- **TASK STATEMENT**
Take the entries below and print only the lines from the one with "index mcp: (226, 202)" through the one with "index dip: (396, 209)", exactly as they stand, both ends included.

- **EXTRACTED RECORDS**

+---+

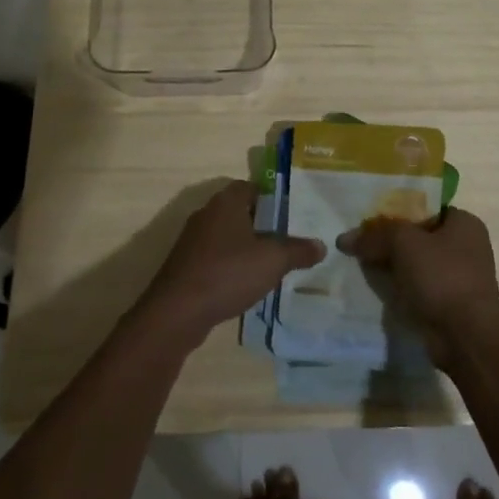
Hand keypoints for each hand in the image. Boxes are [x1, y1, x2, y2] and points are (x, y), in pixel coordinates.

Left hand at [138, 181, 324, 346]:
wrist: (178, 312)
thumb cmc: (228, 273)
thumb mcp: (273, 261)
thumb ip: (298, 250)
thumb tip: (321, 245)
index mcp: (226, 202)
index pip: (252, 186)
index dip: (273, 197)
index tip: (293, 211)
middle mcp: (207, 214)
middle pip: (240, 211)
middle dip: (264, 224)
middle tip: (290, 237)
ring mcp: (193, 241)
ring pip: (228, 236)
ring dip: (247, 247)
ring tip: (274, 262)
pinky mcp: (187, 266)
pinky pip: (216, 258)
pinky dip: (232, 266)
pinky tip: (248, 283)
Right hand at [338, 207, 498, 365]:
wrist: (465, 336)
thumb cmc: (441, 276)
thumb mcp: (403, 243)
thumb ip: (375, 235)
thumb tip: (344, 238)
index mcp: (464, 223)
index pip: (425, 207)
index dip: (396, 209)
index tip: (368, 217)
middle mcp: (465, 247)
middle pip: (418, 236)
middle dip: (389, 240)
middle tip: (359, 241)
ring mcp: (458, 277)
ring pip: (415, 263)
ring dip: (392, 265)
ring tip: (359, 263)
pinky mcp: (448, 304)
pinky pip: (417, 287)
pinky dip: (399, 288)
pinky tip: (374, 287)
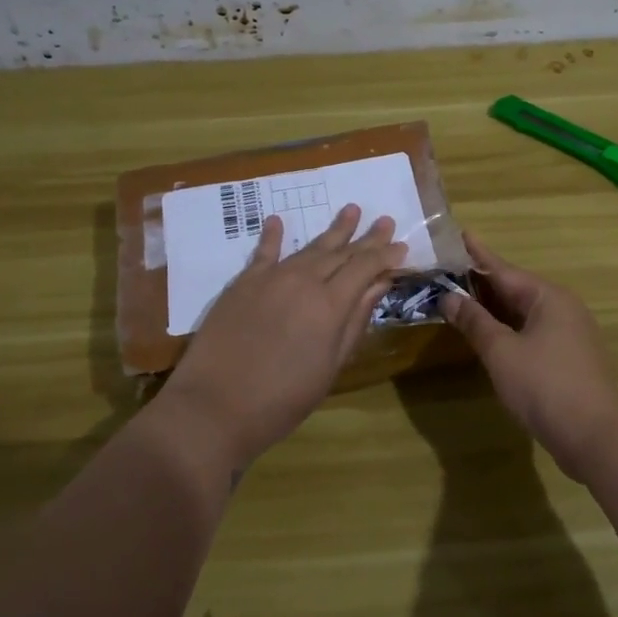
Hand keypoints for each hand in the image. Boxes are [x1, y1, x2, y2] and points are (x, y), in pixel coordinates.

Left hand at [163, 204, 407, 467]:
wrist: (215, 406)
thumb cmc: (283, 399)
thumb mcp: (331, 366)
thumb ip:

+---+

- **EXERCISE OUTPUT**
index mcp: (226, 202)
index pip: (252, 186)
index dip: (273, 197)
index tip: (293, 211)
middle mcp: (207, 214)
middle pip: (240, 211)
middle dip: (264, 224)
middle tip: (290, 237)
ring mcp: (193, 241)
ring pip: (228, 236)
ring dip: (247, 247)
ring tip: (274, 262)
pinky mcp: (187, 266)
pinky pip: (216, 258)
pinky dip: (232, 266)
pinky tip: (248, 283)
Right hand at [338, 207, 498, 365]:
wrist: (465, 336)
thumb cmc: (441, 276)
thumb mcp: (403, 243)
thumb ip: (375, 235)
thumb tip: (344, 238)
index mcp: (464, 223)
index pip: (425, 207)
index dip: (396, 209)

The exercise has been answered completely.